START Entries supplied

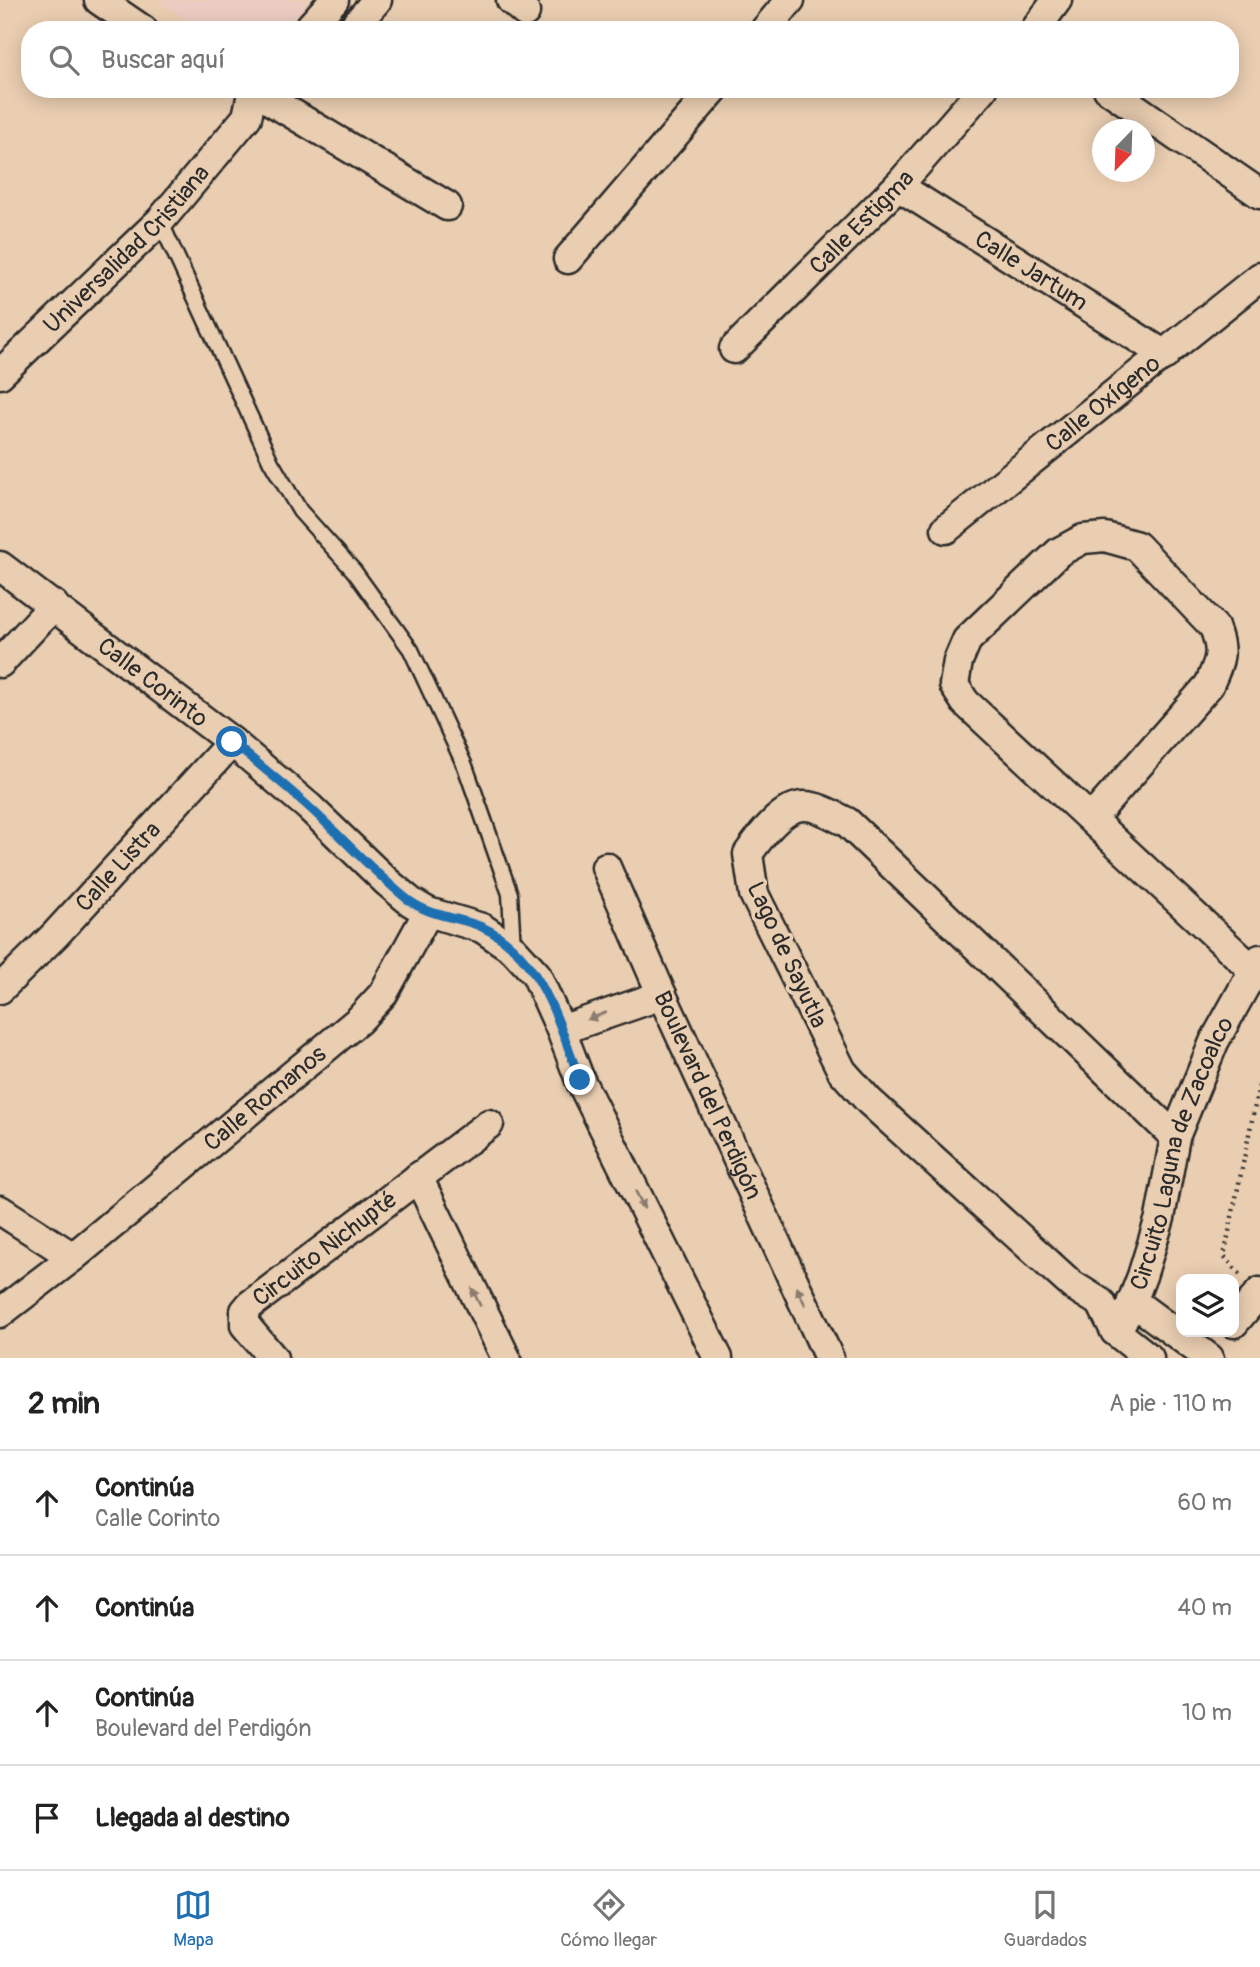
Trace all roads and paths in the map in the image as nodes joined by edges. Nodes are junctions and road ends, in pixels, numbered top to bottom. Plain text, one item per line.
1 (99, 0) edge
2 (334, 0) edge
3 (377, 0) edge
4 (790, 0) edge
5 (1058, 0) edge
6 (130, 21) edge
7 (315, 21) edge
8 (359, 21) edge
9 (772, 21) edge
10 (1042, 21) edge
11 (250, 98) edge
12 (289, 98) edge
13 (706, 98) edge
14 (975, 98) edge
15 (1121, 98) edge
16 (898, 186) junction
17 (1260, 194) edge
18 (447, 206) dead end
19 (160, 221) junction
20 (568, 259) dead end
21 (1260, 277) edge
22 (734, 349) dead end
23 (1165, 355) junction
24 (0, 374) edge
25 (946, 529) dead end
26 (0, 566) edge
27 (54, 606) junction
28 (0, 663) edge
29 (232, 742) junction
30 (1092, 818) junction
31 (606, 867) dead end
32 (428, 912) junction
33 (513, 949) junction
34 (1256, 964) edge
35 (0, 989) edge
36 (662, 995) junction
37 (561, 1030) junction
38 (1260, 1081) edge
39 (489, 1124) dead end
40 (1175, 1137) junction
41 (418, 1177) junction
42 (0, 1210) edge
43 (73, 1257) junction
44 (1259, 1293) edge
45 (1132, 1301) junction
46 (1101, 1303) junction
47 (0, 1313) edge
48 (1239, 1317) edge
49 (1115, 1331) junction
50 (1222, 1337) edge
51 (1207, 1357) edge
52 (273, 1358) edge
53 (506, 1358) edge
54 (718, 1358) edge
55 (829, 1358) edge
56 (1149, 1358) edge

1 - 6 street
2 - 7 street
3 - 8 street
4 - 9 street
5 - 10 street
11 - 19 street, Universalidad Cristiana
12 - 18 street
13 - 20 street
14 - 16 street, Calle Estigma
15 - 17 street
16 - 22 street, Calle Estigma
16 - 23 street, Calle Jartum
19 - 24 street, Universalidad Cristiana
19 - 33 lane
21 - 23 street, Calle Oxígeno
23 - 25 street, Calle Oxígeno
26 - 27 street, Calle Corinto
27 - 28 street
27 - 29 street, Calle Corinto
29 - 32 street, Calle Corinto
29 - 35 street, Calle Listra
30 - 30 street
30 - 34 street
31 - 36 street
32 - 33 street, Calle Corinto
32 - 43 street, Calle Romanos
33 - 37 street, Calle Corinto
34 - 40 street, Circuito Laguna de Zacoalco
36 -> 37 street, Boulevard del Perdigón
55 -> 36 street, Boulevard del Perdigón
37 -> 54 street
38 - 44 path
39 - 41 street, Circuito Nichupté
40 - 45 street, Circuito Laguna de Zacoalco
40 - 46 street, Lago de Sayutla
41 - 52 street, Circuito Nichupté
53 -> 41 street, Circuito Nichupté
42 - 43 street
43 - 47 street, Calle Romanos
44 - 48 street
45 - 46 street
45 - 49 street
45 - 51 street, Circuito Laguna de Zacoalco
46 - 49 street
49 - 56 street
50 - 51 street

END Entries supplied

### [Exercise directions]
Identify the lines of the data that contain the word "Estigma". Copy each of them.

### [Task answer]
14 - 16 street, Calle Estigma
16 - 22 street, Calle Estigma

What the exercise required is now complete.